◆ Action item ◆
Leave the pictures out and repeat the rest of the data below exactly.

◆ Extracted data entries ◆

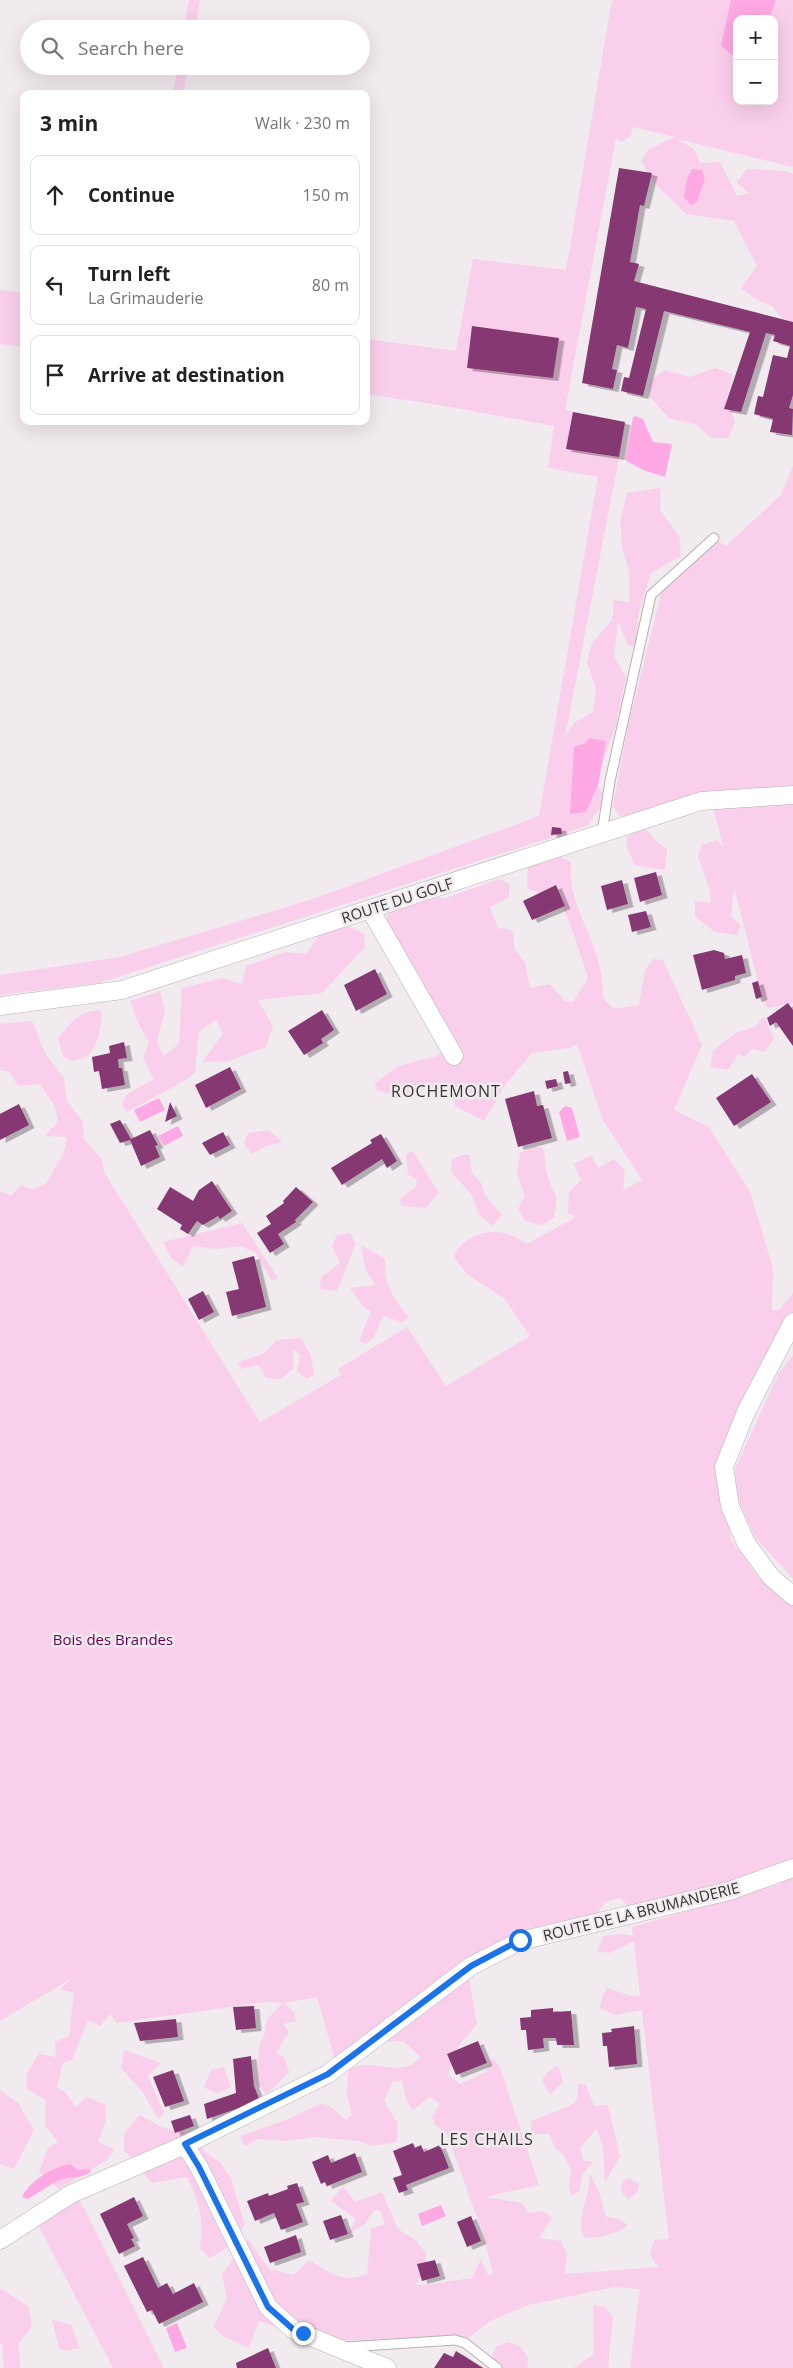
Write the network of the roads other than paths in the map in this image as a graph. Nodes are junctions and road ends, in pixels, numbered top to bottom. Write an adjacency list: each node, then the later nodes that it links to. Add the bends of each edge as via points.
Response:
1 (714, 538): 3 (lane, via 651,595 610,781)
2 (793, 796): 3 (street, ROUTE DU GOLF, via 701,801)
3 (602, 833): 4 (street, ROUTE DU GOLF)
4 (370, 909): 5 (street, ROUTE DU GOLF, via 122,990); 6 (street)
5 (0, 1006)
6 (454, 1056)
7 (793, 1322): 8 (street, via 746,1412 724,1467 730,1506 746,1543 771,1577)
8 (793, 1596)
9 (793, 1868): 10 (street, ROUTE DE LA BRUMANDERIE, via 729,1891 520,1940 471,1966 328,2074)
10 (185, 2144): 11 (street, ROUTE DE LA BRUMANDERIE, via 71,2194); 12 (street, via 268,2307 294,2330)
11 (0, 2240)
12 (340, 2348): 13 (street); 14 (lane, via 455,2340 465,2343)
13 (382, 2367)
14 (497, 2368)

◆ Task answer ◆
Write the network of the roads other than paths in the map in this image as a graph. Nodes are junctions and road ends, in pixels, numbered top to bottom. Write an adjacency list: each node, then the later nodes that it links to. Add the bends of each edge as via points.
Response:
1 (714, 538): 3 (lane, via 651,595 610,781)
2 (793, 796): 3 (street, ROUTE DU GOLF, via 701,801)
3 (602, 833): 4 (street, ROUTE DU GOLF)
4 (370, 909): 5 (street, ROUTE DU GOLF, via 122,990); 6 (street)
5 (0, 1006)
6 (454, 1056)
7 (793, 1322): 8 (street, via 746,1412 724,1467 730,1506 746,1543 771,1577)
8 (793, 1596)
9 (793, 1868): 10 (street, ROUTE DE LA BRUMANDERIE, via 729,1891 520,1940 471,1966 328,2074)
10 (185, 2144): 11 (street, ROUTE DE LA BRUMANDERIE, via 71,2194); 12 (street, via 268,2307 294,2330)
11 (0, 2240)
12 (340, 2348): 13 (street); 14 (lane, via 455,2340 465,2343)
13 (382, 2367)
14 (497, 2368)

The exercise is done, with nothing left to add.